Imagine that, on the second morning of a business trip, you go to unzip your suitcase, only to realize you forgot to pack any pants. With just a few hours before a big presentation, you duck into the closest mall, for a shopping trip with a firm deadline.
You step into a promising store, and with the help of a sales clerk, you quickly narrow the pool of potential pants to just two options.
Pair A is stylish and flattering, but they’re pushing your emergency pants replacement budget at $70.
Pair B won’t turn any heads, but they fit fine, and they’re on sale for $20.
‘Is it worth it to splurge on a pair of pants I’ll only need to wear once?’ you ask yourself, frowning in the dressing room mirror. ‘The cheaper ones will get the job done, and it’s not like I don’t have nice pants at home.’
Just then, the clerk knocks on the door. “Hey,” she says, “As long as you’re trying on slacks, we just got a new shipment in, and I think we’ve got your size.” She passes you a new pair of pants over the door, and you try them on. They’re not as show-stopping as that $70 pair, but they do complement your shirt better than the $20 pants.
Then you check the price tag: $100.
Suddenly, dropping $70 for a high-quality pair of pants doesn’t seem like that big of a deal. They’re the nicest option, and not even the priciest. You quickly come to a decision.
Walking out the door five minutes later, you are $70 lighter, but you have a great new pair of pants, and that inner glow of a savvy shopper.
Congratulations: you just got played.
Psychologists call it the decoy effect. When trying to choose between options (Pair A or Pair B) by weighing several variables (in this case, price and pants quality), your perceptions can be thrown off by introducing an extra option that is inferior in all ways to one candidate, while still preferable in some ways to the other one. (There’s a term for this kind of asymmetric dominance of traits. Actually, the term is “asymmetric dominance.”)

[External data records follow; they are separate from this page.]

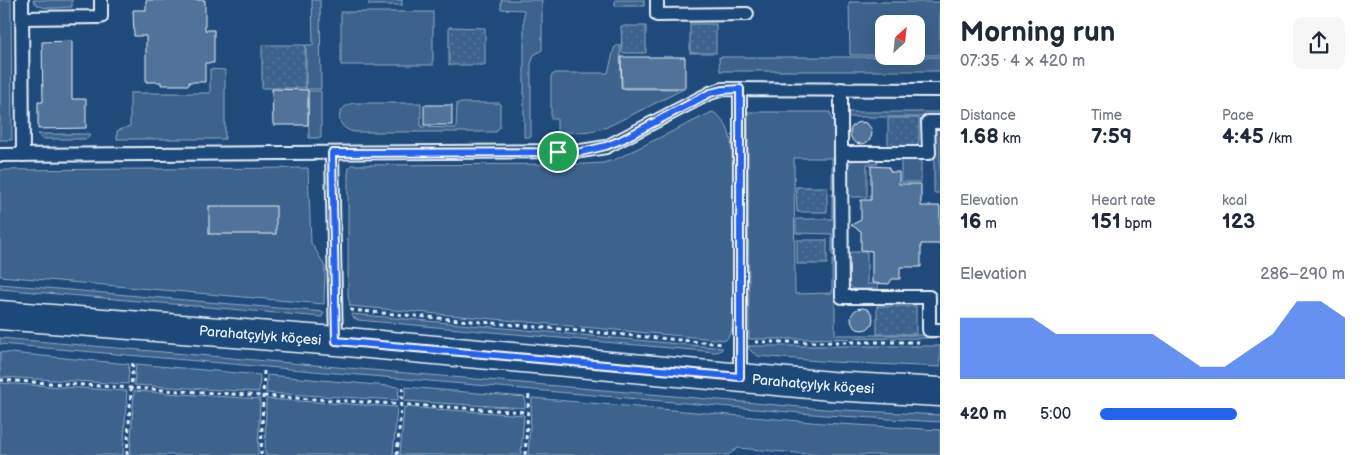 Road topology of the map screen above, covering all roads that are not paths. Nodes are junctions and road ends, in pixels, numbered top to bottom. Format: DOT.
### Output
graph roads {
  1 [pos="22,0"];
  2 [pos="101,0"];
  3 [pos="657,0"];
  4 [pos="747,14"];
  5 [pos="22,18"];
  6 [pos="740,89"];
  7 [pos="841,89"];
  8 [pos="940,90"];
  9 [pos="940,122"];
  10 [pos="332,153"];
  11 [pos="841,153"];
  12 [pos="0,155"];
  13 [pos="23,155"];
  14 [pos="0,315"];
  15 [pos="940,330"];
  16 [pos="336,341"];
  17 [pos="740,377"];
  18 [pos="940,392"];
  1 -- 5 [label="lane"];
  2 -- 5 [label="lane"];
  3 -- 4 [label="lane"];
  5 -- 13 [label="lane"];
  6 -- 7 [label="lane"];
  6 -- 10 [label="lane"];
  6 -- 17 [label="lane"];
  7 -- 8 [label="lane"];
  7 -- 11 [label="lane"];
  9 -- 11 [label="lane"];
  10 -- 13 [label="lane"];
  10 -- 16 [label="lane"];
  11 -- 15 [label="lane"];
  12 -- 13 [label="lane"];
  14 -- 16 [label="street, Parahatçylyk köçesi"];
  16 -- 17 [label="street, Parahatçylyk köçesi"];
  17 -- 18 [label="street, Parahatçylyk köçesi"];
} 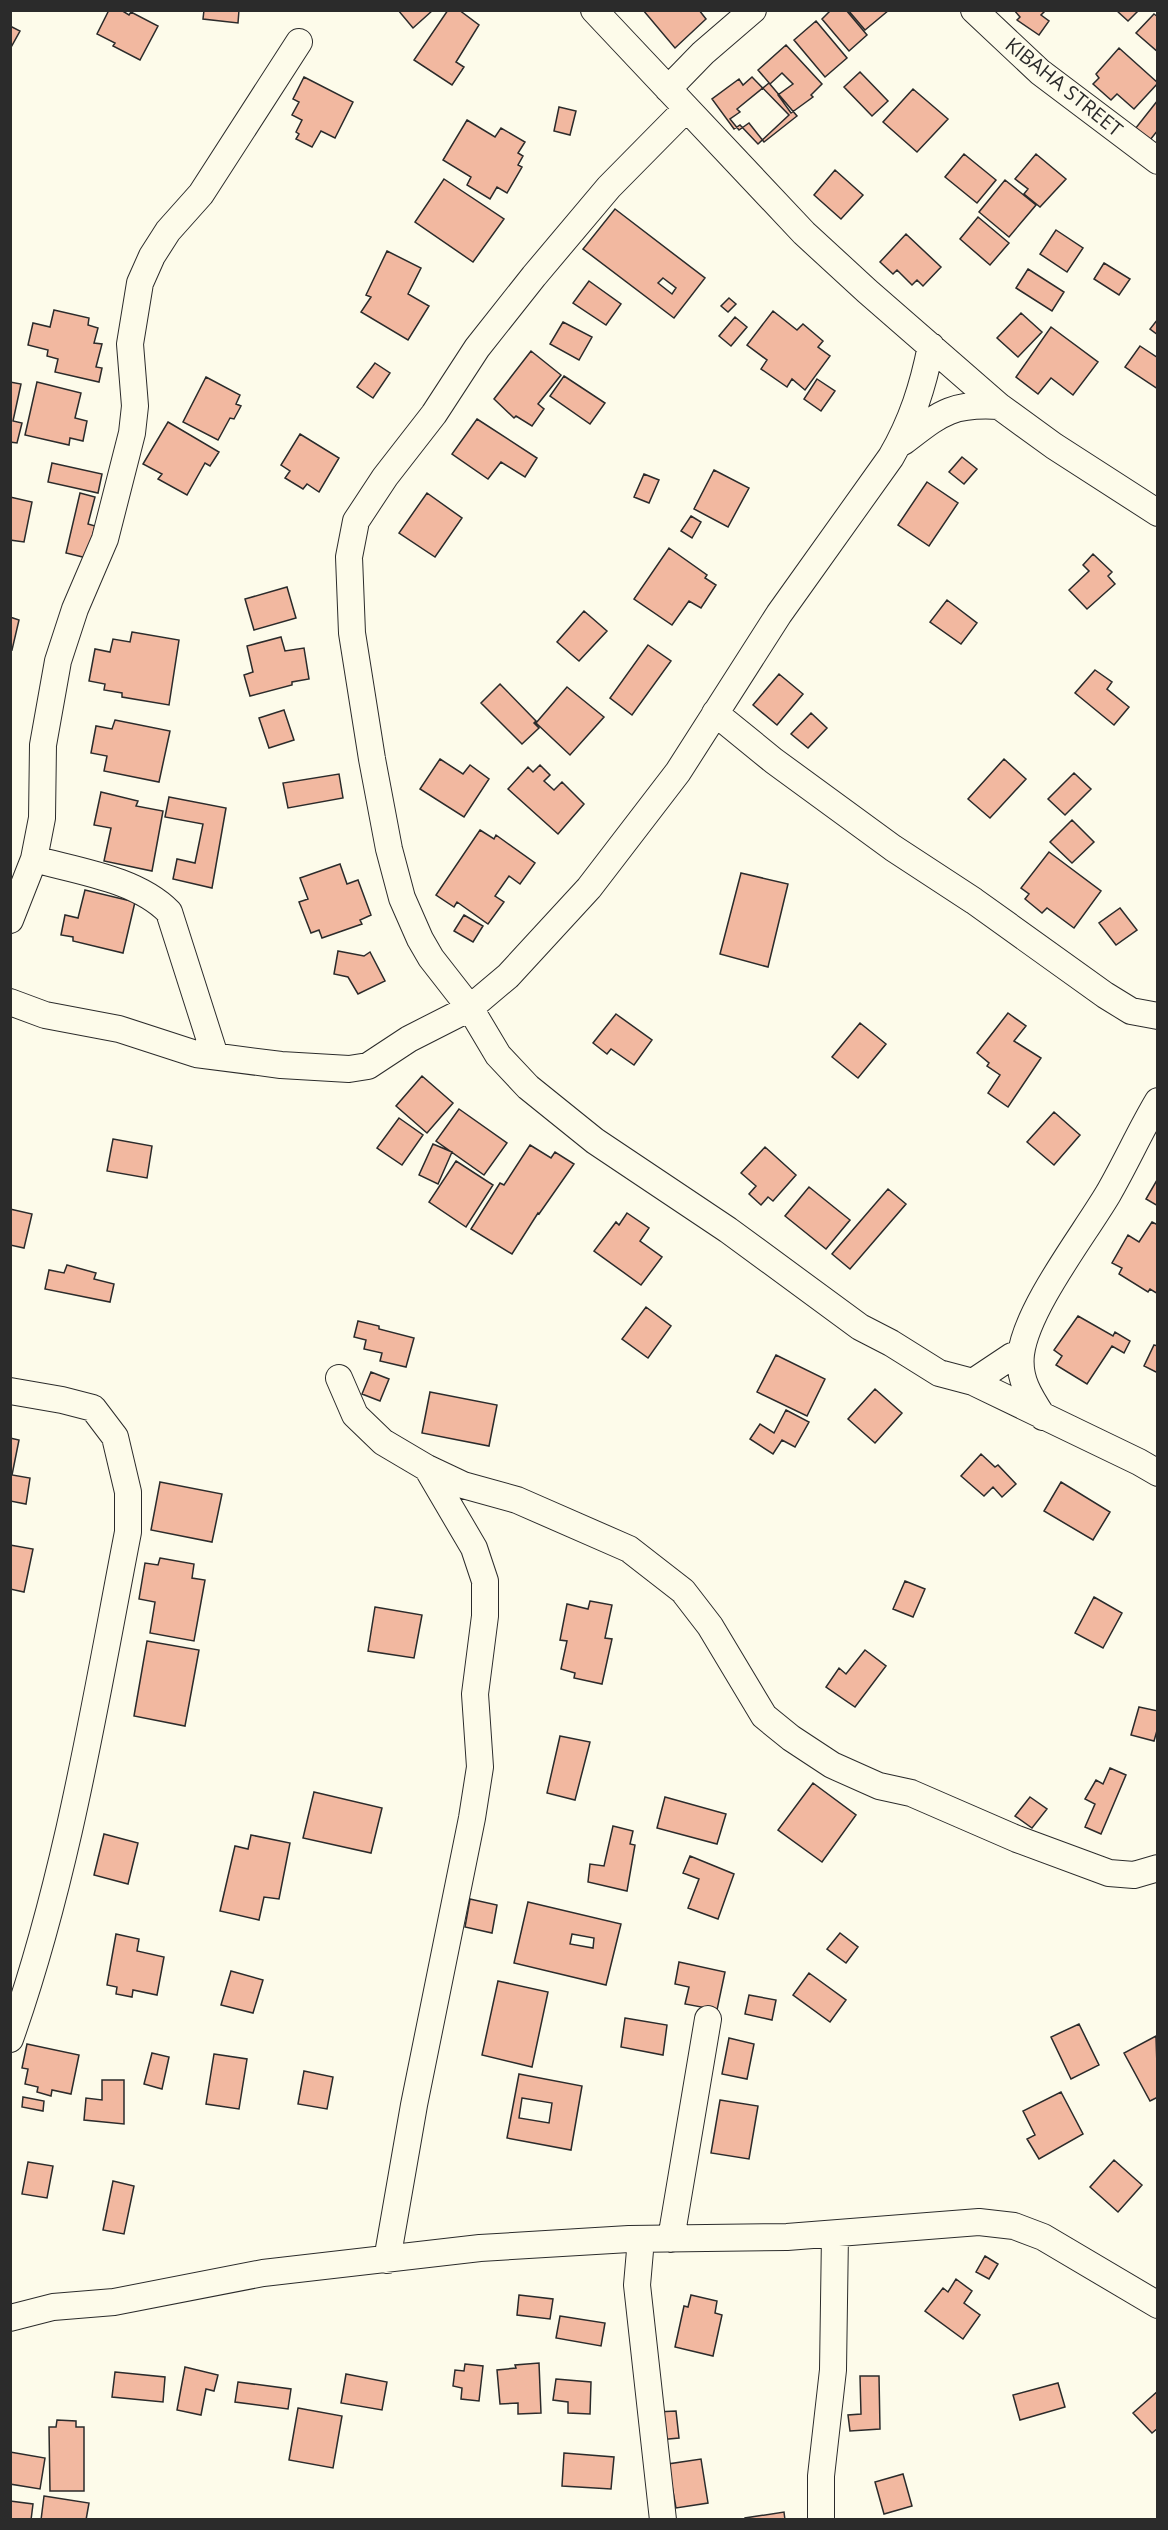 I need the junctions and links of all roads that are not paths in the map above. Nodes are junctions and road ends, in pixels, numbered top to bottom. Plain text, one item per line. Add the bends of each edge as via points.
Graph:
1 (594, 10) edge
2 (753, 10) edge
3 (974, 10) edge
4 (299, 42) dead end
5 (668, 89) junction
6 (686, 109) junction
7 (1158, 161) edge
8 (931, 346) junction
9 (999, 406) junction
10 (898, 446) junction
11 (1158, 513) edge
12 (715, 712) junction
13 (34, 859) junction
14 (10, 920) edge
15 (10, 1002) edge
16 (470, 1008) junction
17 (1158, 1016) edge
18 (214, 1056) junction
19 (1158, 1101) edge
20 (1022, 1353) junction
21 (339, 1378) dead end
22 (973, 1382) junction
23 (10, 1391) edge
24 (1043, 1417) junction
25 (427, 1468) junction
26 (1158, 1473) edge
27 (1158, 1868) edge
28 (708, 2019) dead end
29 (10, 2039) edge
30 (836, 2234) junction
31 (641, 2239) junction
32 (671, 2239) junction
33 (387, 2260) junction
34 (1158, 2305) edge
35 (10, 2318) edge
36 (663, 2520) edge
37 (821, 2520) edge

1 - 5 street
2 - 5 street
3 - 7 street, KIBAHA STREET via 1040,72
4 - 13 street via 201,194 163,239 140,284 130,344 135,406 132,433 105,539 58,661 43,745 42,818
5 - 6 street
6 - 8 street via 804,233
6 - 16 street via 584,215 477,348 364,508 351,538 352,633 389,849 402,898 420,939
8 - 9 street
8 - 10 street via 915,410
9 - 10 street via 961,406 942,413
9 - 11 street
10 - 12 street
12 - 16 street via 678,772 589,888 508,976
12 - 17 street via 774,761 893,848 1105,995 1131,1011
13 - 14 street
13 - 18 street via 134,887 169,912
15 - 18 street via 45,1015 102,1025
16 - 18 street via 356,1069
16 - 22 street via 510,1070 595,1141 728,1230 860,1327 939,1373
19 - 20 street via 1109,1192 1038,1307
20 - 22 street
20 - 24 street via 1021,1374
21 - 25 street via 355,1415 383,1442
22 - 24 street
23 - 29 street via 93,1408 115,1437 128,1492 128,1532 63,1858
24 - 26 street
25 - 27 street via 463,1485 517,1500 629,1549 683,1591 710,1626 764,1716 831,1765 1109,1873 1134,1875
25 - 33 street via 474,1548 485,1581 485,1616 475,1695 480,1767
28 - 32 street
30 - 32 street
30 - 34 street via 979,2222 1014,2226 1043,2237
30 - 37 street via 833,2370 821,2476
31 - 32 street
31 - 33 street via 480,2248
31 - 36 street via 637,2285
33 - 35 street via 263,2273 114,2302 54,2307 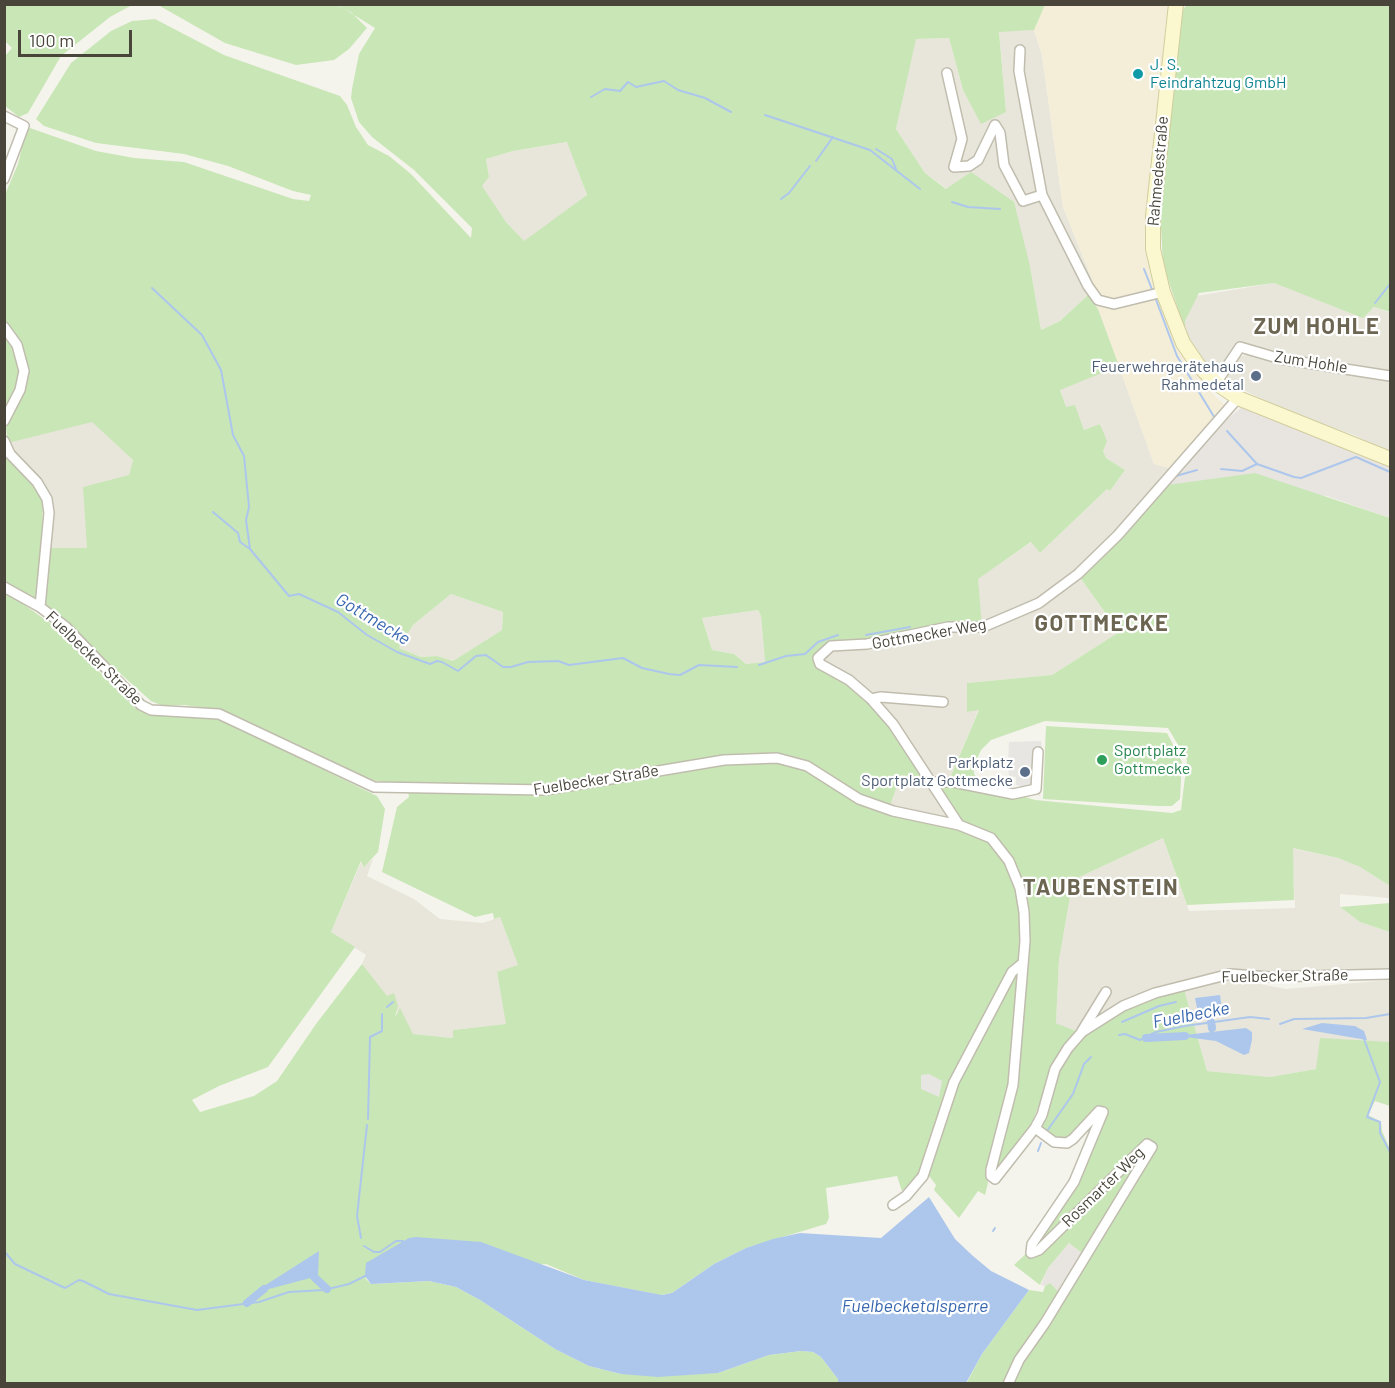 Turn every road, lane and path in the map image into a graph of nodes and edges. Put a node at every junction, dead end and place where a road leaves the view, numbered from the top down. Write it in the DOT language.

To tilt you towards the more expensive, higher-quality pair of pants, Option C needs to be more costly than Option A, while also not quite as nice.
Conversely, a sales clerk determined to save you money (perhaps someone not on commission) might bias you towards the affordable if middle-of-the-road Option B pants by suggesting you try on a pair of $30 trousers made with cheap fabric and sloppy stitching. Now Option B, with its $20 price tag, looks like a steal.
At the end of the day, the human brain is bad at weighing multiple factors at once, and easily swayed by any available reference points—and companies know this. This isn’t a conspiracy theory; Duke University’s Joel Huber first published an experiment demonstrating the influence of those asymmetrically dominating decoys in 1982. These days, marketers actively discuss the Decoy Effect as a strategy to influence customers towards the “right” decisions.
In his book Predictably Irrational, Dan Ariely refers to this phenomenon as the “secret agent” of many decisions. It’s hard to guard against, because on some level, it looks like smart comparison shopping. Your sales clerk might not have even consciously noticed the subtle manipulations at play—after all, her job is to show you all the pants. A kind clerk might even be relieved to see that you didn’t go with that costly, inferior pair.
Still, there’s something creepy about never knowing which of your consumer decisions might be shaped in part by marketing executives in a boardroom somewhere. Perhaps the best way to get around this—assuming you’ve got the time—is to comparison shop not just between items but between stores. After all, companies have no incentive to compete against themselves, but they do want to offer better deals than their nemeses.